In contrast to the case reported by Leo et al., 2 our patient’s kidney function was previously normal and acutely impaired as a result of the recent episode of severe watery diarrhoea which led to dehydration. Therefore, as her renal function was impaired, she was unable to remove the excess potassium intake from the consumption of huge amount of durian fruit. Fortunately, she was managed promptly with aggressive fluid therapy and potassium lowering treatment. She never requires haemodialysis. She was advised to take moderation amount of durian or any high potassium diet.
The clinical manifestations of hyperkalaemia are very subtle and non-specific which includes muscle weakness, palpitations, fatigue and so on. In extreme cases, hyperkalaemia is a life-threatening medical emergency. This usually happens when the potassium level is above 8 mmol/L which can lead to cardiac conduction delay, fatal cardiac arrhythmias and eventually cardiac arrest. Electrocardiogram changes of hyperkalaemia include tall and tented T wave with shortened QT intervals, progressive prolongation of PR intervals, flattened P wave, widening of QRS complex, ‘sine-wave’ and ultimately asystole. 5 Treatment of hyperkalaemia is targeted to protect the heart from the lethal effect of high potassium and also to reduce the serum potassium level back to normal. This involves prompt administration of a cocktail of medication which consist of calcium gluconate 10%, short-acting insulin 10 Ü and dextrose 50%. Sometimes, intravenous infusion of sodium bicarbonate 100 mL is also given to drive the excess potassium into the cells. In resistant cases, urgent haemodialysis may be required to rapidly remove the excess potassium from the body. 6
Conclusion
In conclusion, consuming a large amount of durian fruit in the background of acute kidney injury secondary to dehydration can lead to a life-threatening hyperkalaemia. A prompt detection and timely management is vital to prevent sudden cardiac arrest and save lives.
Acknowledgments
The authors thank the patient for giving his consent and cooperation in the writing of this case report.
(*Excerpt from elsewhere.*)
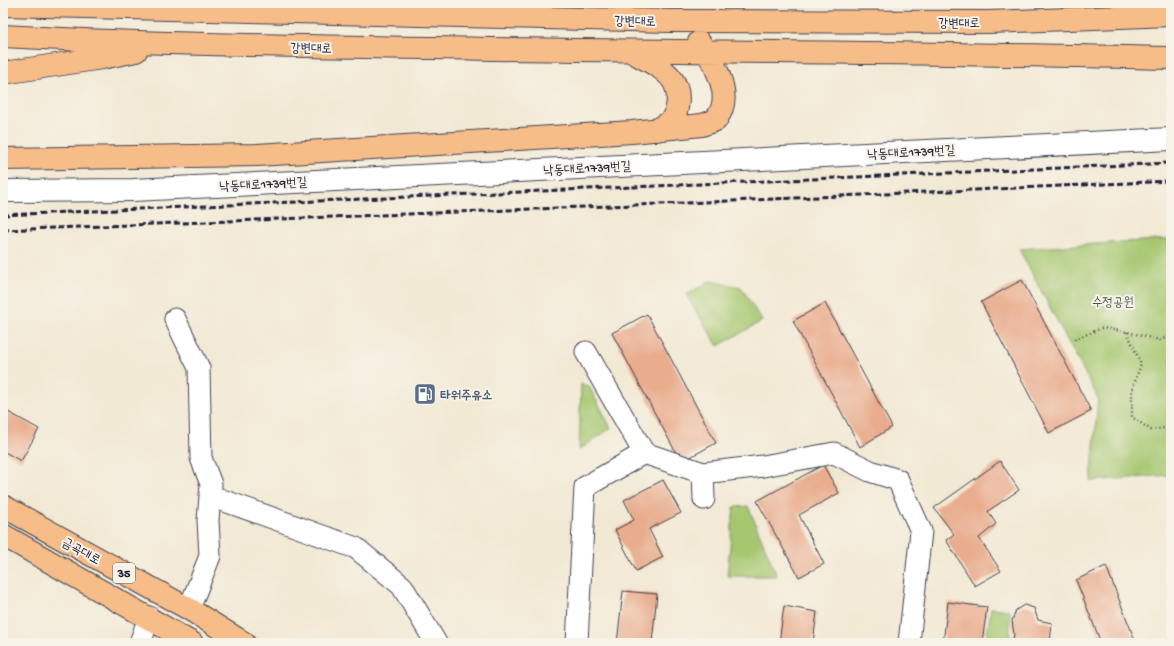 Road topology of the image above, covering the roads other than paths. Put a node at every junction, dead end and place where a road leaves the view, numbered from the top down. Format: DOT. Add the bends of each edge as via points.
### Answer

The authors also thank the Director General of Ministry of Health of Malaysia for his permission to publish this article.
Footnotes
Declaration of conflicting interests: The author(s) declared no potential conflicts of interest with respect to the research, authorship and/or publication of this article.
Ethics approval: Our institution does not require ethical approval for reporting individual cases or case series.
Funding: The author(s) received no financial support for the research, authorship and/or publication of this article.
Informed consent: Written informed consent was obtained from the patient(s) for their anonymised information to be published in this article.